Towarzystwo Lekarzy Brytyjskich (BMA) zaapelowało w środę do rządu o wprowadzenie zakazu palenia w samochodach.

Opierając się na badaniach naukowych, Towarzystwo szacuje, że stężenie szkodliwych substancji wydzielanych przez papieros w samochodzie może być nawet 23-krotnie wyższe niż w zadymionym barze.

Najbardziej narażone na działanie tych substancji są osoby starsze i dzieci, których układ oddechowy jest delikatniejszy.
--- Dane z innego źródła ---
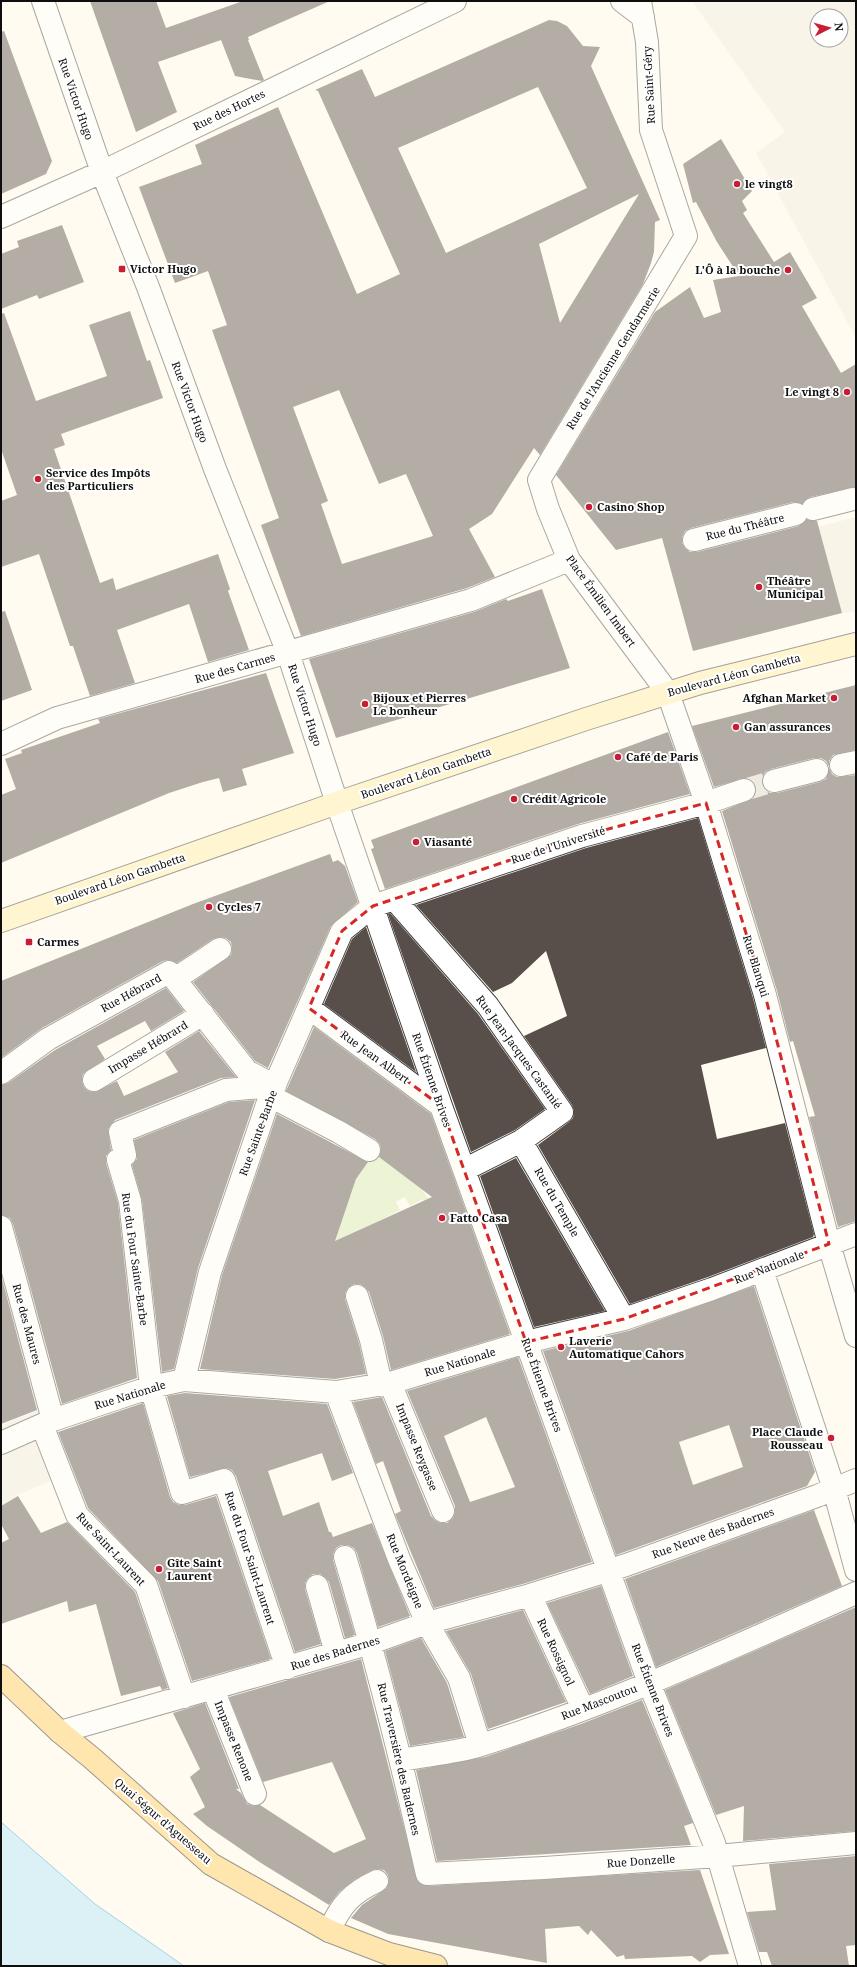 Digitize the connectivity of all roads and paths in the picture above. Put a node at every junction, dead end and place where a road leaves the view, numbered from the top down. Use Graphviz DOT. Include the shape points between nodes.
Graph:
graph roads {
  1 [pos="43,1"];
  2 [pos="455,1"];
  3 [pos="622,1"];
  4 [pos="642,9"];
  5 [pos="102,172"];
  6 [pos="1,217"];
  7 [pos="686,236"];
  8 [pos="539,480"];
  9 [pos="853,499"];
  10 [pos="694,540"];
  11 [pos="569,560"];
  12 [pos="856,644"];
  13 [pos="288,653"];
  14 [pos="668,693"];
  15 [pos="1,744"];
  16 [pos="817,770"];
  17 [pos="774,781"];
  18 [pos="744,790"];
  19 [pos="337,803"];
  20 [pos="706,803"];
  21 [pos="396,900"];
  22 [pos="373,906"];
  23 [pos="1,921"];
  24 [pos="220,949"];
  25 [pos="175,979"];
  26 [pos="309,1008"];
  27 [pos="202,1014"];
  28 [pos="1,1073"];
  29 [pos="94,1080"];
  30 [pos="273,1091"];
  31 [pos="441,1106"];
  32 [pos="521,1141"];
  33 [pos="369,1150"];
  34 [pos="464,1170"];
  35 [pos="1,1227"];
  36 [pos="856,1234"];
  37 [pos="828,1244"];
  38 [pos="762,1270"];
  39 [pos="357,1296"];
  40 [pos="624,1319"];
  41 [pos="856,1336"];
  42 [pos="526,1342"];
  43 [pos="184,1380"];
  44 [pos="386,1384"];
  45 [pos="151,1387"];
  46 [pos="336,1392"];
  47 [pos="47,1422"];
  48 [pos="1,1443"];
  49 [pos="856,1480"];
  50 [pos="826,1492"];
  51 [pos="443,1511"];
  52 [pos="345,1557"];
  53 [pos="608,1570"];
  54 [pos="856,1570"];
  55 [pos="317,1586"];
  56 [pos="856,1593"];
  57 [pos="530,1594"];
  58 [pos="427,1623"];
  59 [pos="371,1643"];
  60 [pos="336,1653"];
  61 [pos="287,1668"];
  62 [pos="1,1676"];
  63 [pos="649,1683"];
  64 [pos="213,1689"];
  65 [pos="184,1697"];
  66 [pos="582,1709"];
  67 [pos="60,1732"];
  68 [pos="480,1745"];
  69 [pos="401,1760"];
  70 [pos="255,1794"];
  71 [pos="856,1843"];
  72 [pos="718,1856"];
  73 [pos="427,1874"];
  74 [pos="377,1881"];
  75 [pos="328,1931"];
  76 [pos="436,1966"];
  77 [pos="750,1966"];
  1 -- 5 [label="street, Rue Victor Hugo"];
  2 -- 5 [label="street, Rue des Hortes"];
  3 -- 4 [label="street"];
  4 -- 7 [label="street, Rue Saint-Géry" via="647,42 651,130"];
  5 -- 6 [label="street, Rue des Hortes"];
  5 -- 13 [label="street, Rue Victor Hugo"];
  7 -- 8 [label="street, Rue de l'Ancienne Gendarmerie"];
  8 -- 11 [label="street, Place Émilien Imbert"];
  9 -- 10 [label="street, Rue du Théâtre"];
  11 -- 13 [label="street, Rue des Carmes" via="471,600"];
  11 -- 14 [label="street, Place Émilien Imbert"];
  12 -- 14 [label="main road, Boulevard Léon Gambetta"];
  13 -- 15 [label="street, Rue des Carmes" via="57,718"];
  13 -- 19 [label="street, Rue Victor Hugo"];
  14 -- 19 [label="main road, Boulevard Léon Gambetta"];
  14 -- 20 [label="street, Rue Blanqui"];
  16 -- 17 [label="street"];
  18 -- 20 [label="street, Rue de l'Université"];
  19 -- 22 [label="street, Rue Étienne Brives"];
  19 -- 23 [label="main road, Boulevard Léon Gambetta"];
  20 -- 21 [label="street, Rue de l'Université" via="582,836"];
  20 -- 37 [label="street, Rue Blanqui" via="765,995"];
  21 -- 22 [label="street, Rue de l'Université"];
  21 -- 32 [label="street, Rue Jean-Jacques Castanié" via="488,1006 562,1112"];
  22 -- 26 [label="street, Rue Sainte-Barbe" via="342,931"];
  22 -- 31 [label="street, Rue Étienne Brives"];
  24 -- 25 [label="street"];
  25 -- 27 [label="street, Rue Hébrard"];
  25 -- 28 [label="street, Rue Hébrard" via="169,972 48,1039"];
  26 -- 30 [label="street, Rue Sainte-Barbe"];
  26 -- 31 [label="street, Rue Jean Albert"];
  27 -- 29 [label="street, Impasse Hébrard"];
  27 -- 30 [label="street, Rue Hébrard" via="247,1071"];
  30 -- 33 [label="street, Rue Hébrard"];
  30 -- 43 [label="street, Rue Sainte-Barbe" via="210,1272"];
  30 -- 45 [label="street, Rue du Four Sainte-Barbe" via="226,1090 120,1132 125,1155 118,1160 130,1201"];
  31 -- 34 [label="street, Rue Étienne Brives"];
  32 -- 34 [label="street"];
  32 -- 40 [label="street, Rue du Temple"];
  34 -- 42 [label="street, Rue Étienne Brives"];
  35 -- 47 [label="street, Rue des Maures"];
  36 -- 37 [label="street, Rue Nationale"];
  37 -- 38 [label="street, Rue Nationale"];
  37 -- 41 [label="street"];
  38 -- 40 [label="street, Rue Nationale"];
  38 -- 50 [label="street"];
  39 -- 44 [label="street, Impasse Reygasse"];
  40 -- 42 [label="street, Rue Nationale"];
  42 -- 44 [label="street, Rue Nationale"];
  42 -- 53 [label="street, Rue Étienne Brives"];
  43 -- 45 [label="street, Rue Nationale"];
  43 -- 46 [label="street, Rue Nationale"];
  44 -- 46 [label="street, Rue Nationale"];
  44 -- 51 [label="street, Impasse Reygasse"];
  45 -- 47 [label="street, Rue Nationale"];
  45 -- 61 [label="street, Rue du Four Saint-Laurent" via="182,1493 224,1480"];
  46 -- 58 [label="street, Rue Mordeigne" via="399,1559"];
  47 -- 48 [label="street, Rue Nationale"];
  47 -- 65 [label="street, Rue Saint-Laurent" via="77,1515 146,1585"];
  49 -- 50 [label="street"];
  50 -- 53 [label="street, Rue Neuve des Badernes"];
  50 -- 54 [label="street"];
  52 -- 59 [label="street, Rue Traversière des Badernes"];
  53 -- 57 [label="street, Rue des Badernes"];
  53 -- 63 [label="street, Rue Étienne Brives"];
  55 -- 60 [label="street"];
  56 -- 63 [label="street, Rue Mascoutou"];
  57 -- 58 [label="street, Rue des Badernes"];
  57 -- 66 [label="street, Rue Rossignol"];
  58 -- 59 [label="street, Rue des Badernes"];
  58 -- 68 [label="street, Rue Mordeigne" via="459,1678"];
  59 -- 60 [label="street, Rue des Badernes"];
  59 -- 69 [label="street, Rue Traversière des Badernes"];
  60 -- 61 [label="street, Rue des Badernes"];
  61 -- 64 [label="street, Rue des Badernes"];
  62 -- 67 [label="main road, Quai Ségur d'Aguesseau"];
  63 -- 66 [label="street, Rue Mascoutou"];
  63 -- 72 [label="street, Rue Étienne Brives"];
  64 -- 65 [label="street, Rue des Badernes"];
  64 -- 70 [label="street, Impasse Renone"];
  65 -- 67 [label="street, Rue des Badernes"];
  66 -- 68 [label="street, Rue Mascoutou"];
  67 -- 75 [label="main road, Quai Ségur d'Aguesseau" via="93,1758 211,1864"];
  68 -- 69 [label="street, Rue Mascoutou"];
  69 -- 73 [label="street, Rue Traversière des Badernes"];
  71 -- 72 [label="street, Rue Donzelle"];
  72 -- 73 [label="street, Rue Donzelle"];
  72 -- 77 [label="street, Rue Étienne Brives"];
  74 -- 75 [label="street" via="360,1889 339,1910"];
  75 -- 76 [label="main road, Quai Ségur d'Aguesseau" via="389,1954"];
}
"Co roku 80 tys. zgonów jest spowodowanych w Wielkiej Brytanii tytoniem" - przypomniała dr Vivienne Nathanson z BMA.

"Wzywamy rząd brytyjski do podjęcia odważnej decyzji zakazania palenia w samochodach prywatnych" - podkreśliła.

25 listopada ma być rozpatrywany projekt ustawy autorstwa laburzystowskiego deputowanego Aleksa Cunninghama przewidujący zakaz palenia w samochodzie, w którym znajduje się dziecko.

Protytoniowe stowarzyszenie Forest sprzeciwia się takiemu zakazowi, argumentując, że stanowiłby on zamach na wolność jednostki. "A dlaczego nie wprowadzić potem zakazu w domu?" - oburza się dyrektor stowarzyszenia Simon Clark.

Kilka prowincji w Kanadzie i RPA, stanów w Australii i Stanach Zjednoczonych wprowadziło zakaz palenia w samochodzie, w którym znajduje się dziecko. BMA twierdzi jednak, że całkowity zakaz byłoby łatwiej egzekwować.